## WHAT TO WORK ON:
Please give back each line below unchanged; none of the pictures should appear.

## ENTRIES SUPPLIED:
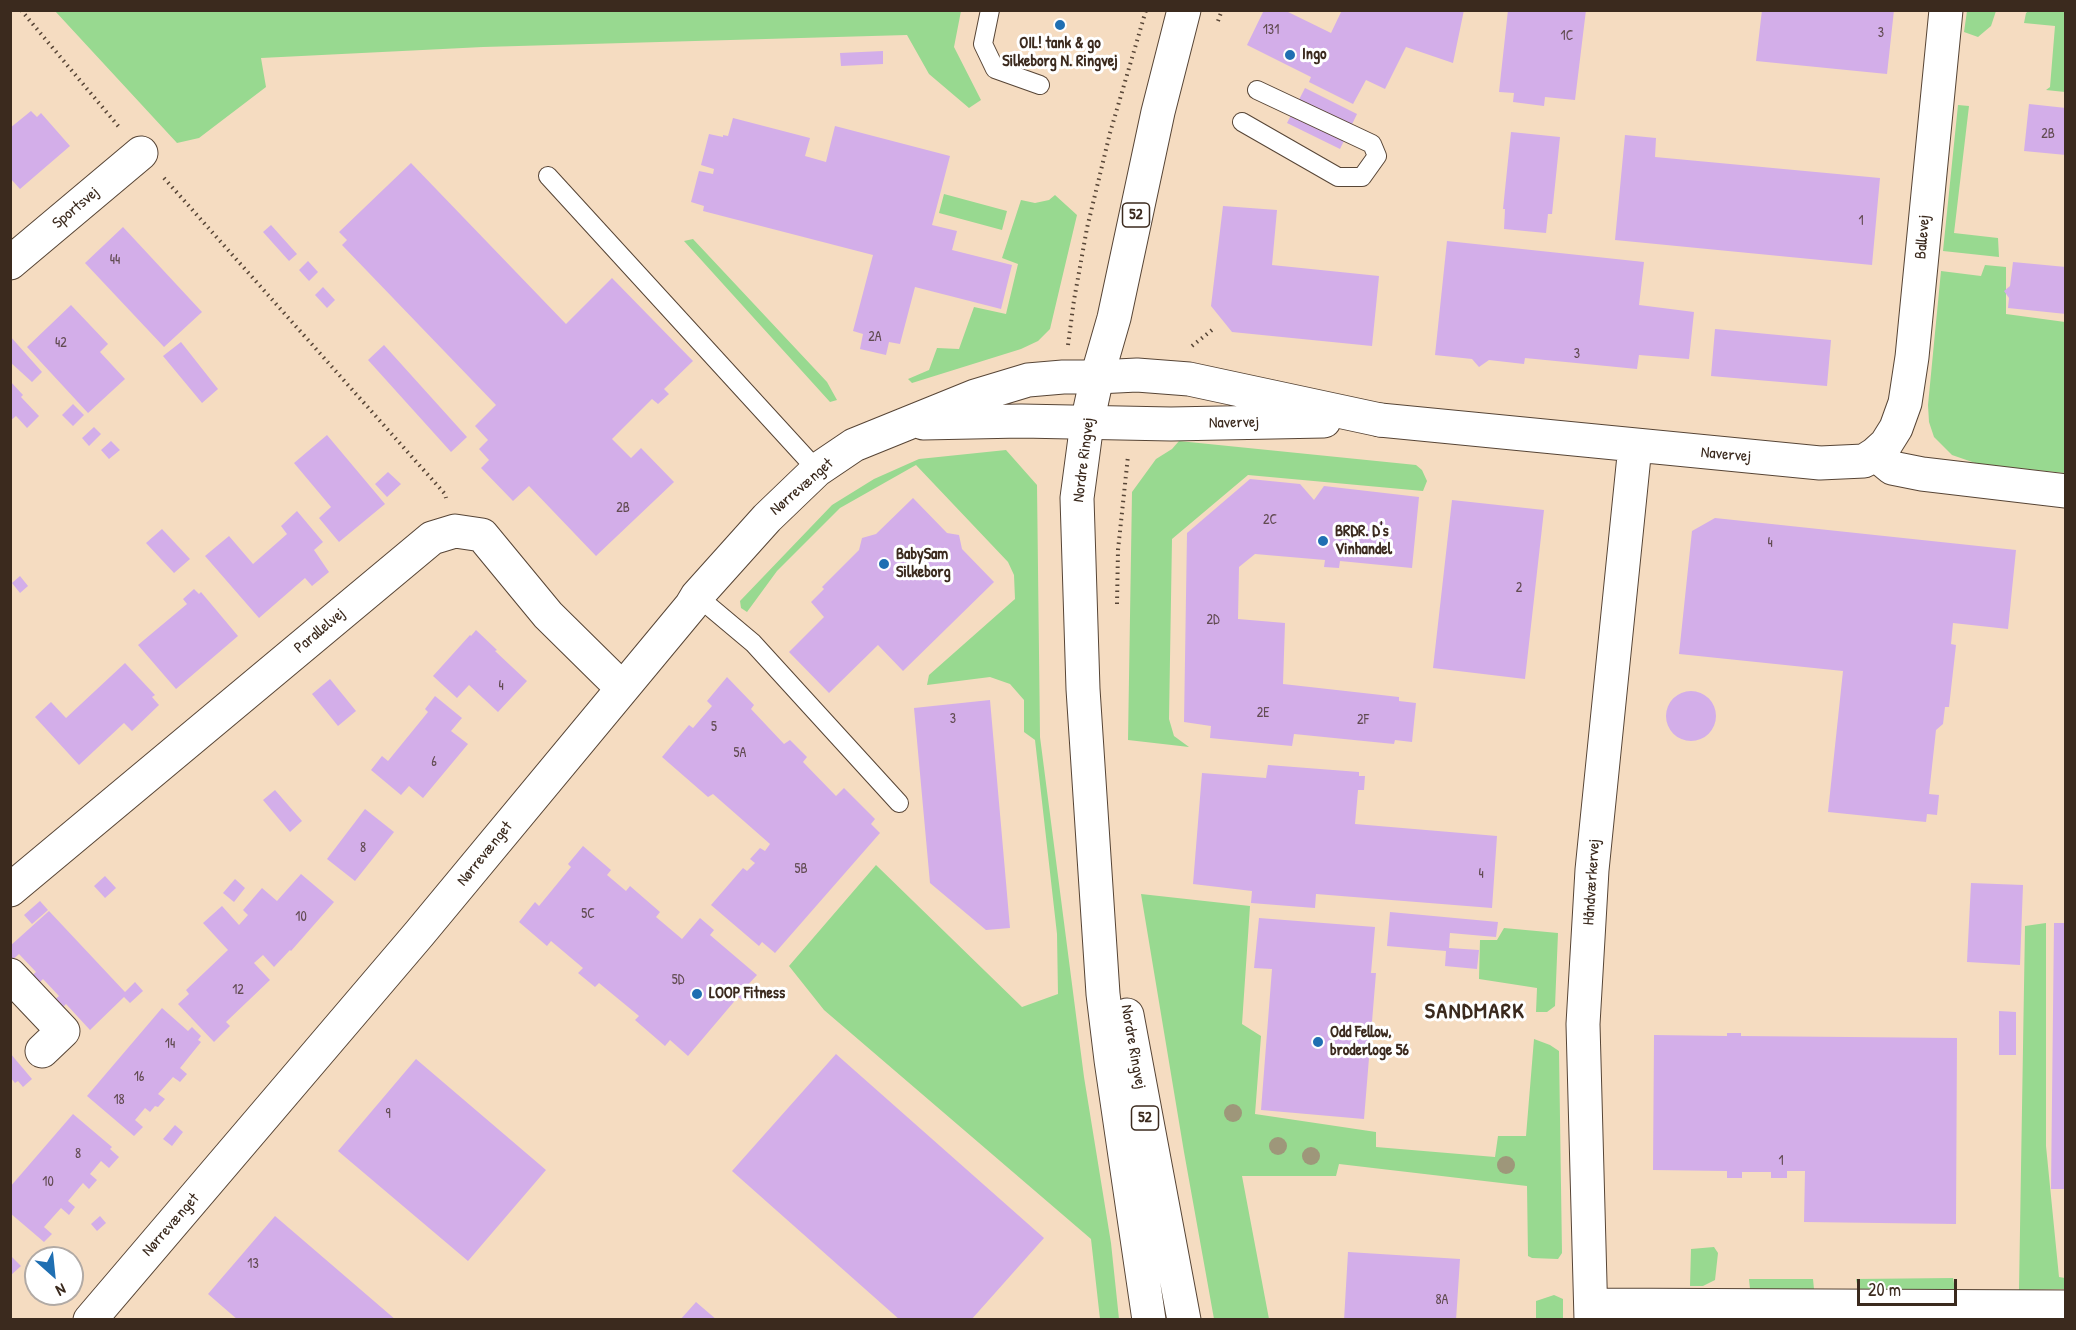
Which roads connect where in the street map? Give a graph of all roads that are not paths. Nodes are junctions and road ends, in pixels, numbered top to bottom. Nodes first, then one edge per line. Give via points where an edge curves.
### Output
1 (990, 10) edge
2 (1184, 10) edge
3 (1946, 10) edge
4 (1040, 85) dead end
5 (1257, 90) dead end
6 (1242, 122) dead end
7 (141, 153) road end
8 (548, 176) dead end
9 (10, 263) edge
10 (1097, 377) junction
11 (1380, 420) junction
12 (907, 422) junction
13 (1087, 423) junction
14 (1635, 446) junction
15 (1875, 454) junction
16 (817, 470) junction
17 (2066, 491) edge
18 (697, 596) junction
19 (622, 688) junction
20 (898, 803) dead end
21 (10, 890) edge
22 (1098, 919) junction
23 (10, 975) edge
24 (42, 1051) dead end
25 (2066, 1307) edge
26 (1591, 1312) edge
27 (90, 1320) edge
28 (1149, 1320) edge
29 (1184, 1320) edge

## TASK SOLUTION:
Which roads connect where in the street map? Give a graph of all roads that are not paths. Nodes are junctions and road ends, in pixels, numbered top to bottom. Nodes first, then one edge per line. Give via points where an edge curves.
### Output
1 (990, 10) edge
2 (1184, 10) edge
3 (1946, 10) edge
4 (1040, 85) dead end
5 (1257, 90) dead end
6 (1242, 122) dead end
7 (141, 153) road end
8 (548, 176) dead end
9 (10, 263) edge
10 (1097, 377) junction
11 (1380, 420) junction
12 (907, 422) junction
13 (1087, 423) junction
14 (1635, 446) junction
15 (1875, 454) junction
16 (817, 470) junction
17 (2066, 491) edge
18 (697, 596) junction
19 (622, 688) junction
20 (898, 803) dead end
21 (10, 890) edge
22 (1098, 919) junction
23 (10, 975) edge
24 (42, 1051) dead end
25 (2066, 1307) edge
26 (1591, 1312) edge
27 (90, 1320) edge
28 (1149, 1320) edge
29 (1184, 1320) edge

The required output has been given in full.